In the Pequot Museum, a time line of galleries presents their long history on this land, and the disturbing effects of the European invasion on their way of life. The most unique and impressive exhibit in the museum was a full-size replica of a 17th century Pequot village, complete with realistic humans, animals, sound effects, water, and smoke.

Before entering the village, each patron is given a listening device and simple instructions on its use. Exploring the village is self-guided, and the pathways invite wandering. The recorded explanations are told in the present tense, providing an illusion of being transported back in time and space. The contemporary world fades away. It was a rewarding experience, even for a skeptic. The village reminded me of what has been lost, and of how grateful I am that the people who lived here so well are still willing to help us find our way.

Ledyard presents some strange and wonderful convergences. In the 1970's the Pequots had lettuce farms, but they had a hard time getting their produce to market. They ran a successful bingo game on the reservation to supplement the tribal income. Now the Mashantucket Pequots, nearly destroyed by the greed of white settlers, own one of the most profitable gambling enterprises in the world.

Greed brought the Europeans here, and justified their aggression. The Pequot tribe, forced from its lands, and coerced to sell off the rest, are now buying back land and developing businesses. Some people are concerned with the negative impact of the casinos on their communities, and that they may be forced to sell their homes. Others worry that Native Americans may reclaim their land. This story is far from over.

In the 1987 film Wall Street, Gordon Gekko delivered his famous greed is good speech:

The point is, ladies and gentlemen, that: Greed, for lack of a better word, is good. Greed is right; greed works. Greed clarifies, cuts through, and captures the essence of the evolutionary spirit. Greed, in all of its forms, greed for life, for money, for love, knowledge — has marked the upward surge of mankind and greed, you mark my words — will not only save Teldar Paper but that other malfunctioning corporation called the USA.
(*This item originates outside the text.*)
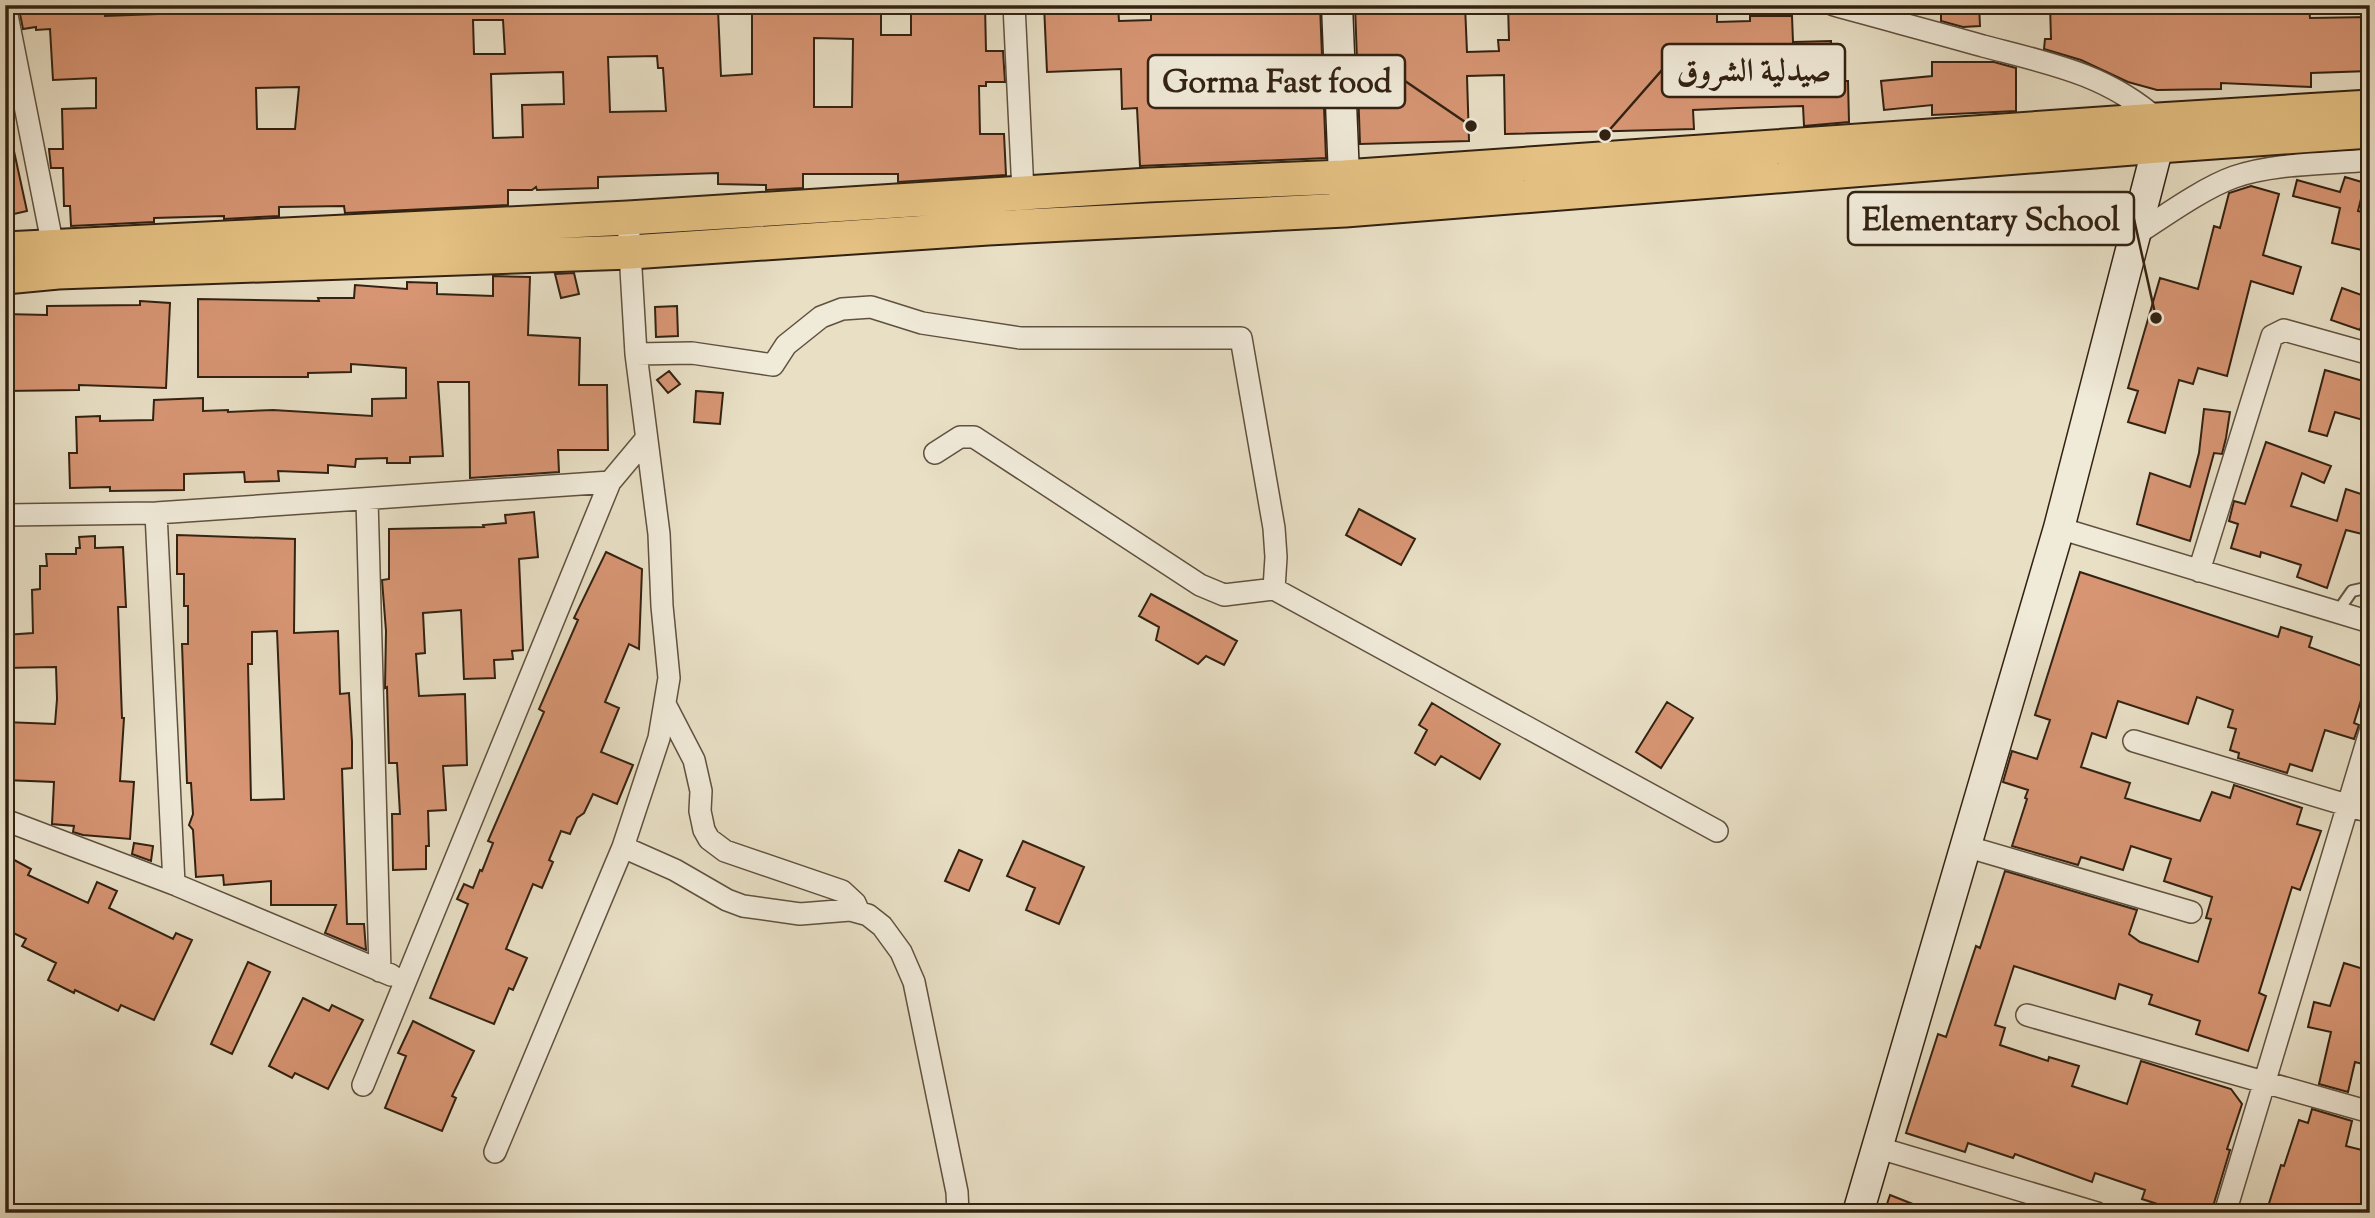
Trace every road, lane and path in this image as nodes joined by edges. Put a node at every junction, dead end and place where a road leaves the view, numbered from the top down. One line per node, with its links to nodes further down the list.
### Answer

With gambling and greed often comes compulsion and desperation. Greed begets more greed, without a moral compass to guide us (check out http://www.moralcompass.org/). We lost our social moral compass a long time ago. Hidden market forces and corrupt governments feed off our greed and fear of scarcity, shape our cultural assumptions, and force us to cooperate.

The Mashantucket Pequots have a moral compass. The land is not about money, it is alive, teaching us to care for our wonderful support system, to be mindful of ourselves and what is living all around us, and to freely choose altruism and cooperation. I must assume the Pequots know this. It is inherent in their oral traditions. Makes me wonder what might be next for the Pequots.

Walking out of the museum, Laurel and I talked about visiting the casino. We decided against it. The greed would have killed our high.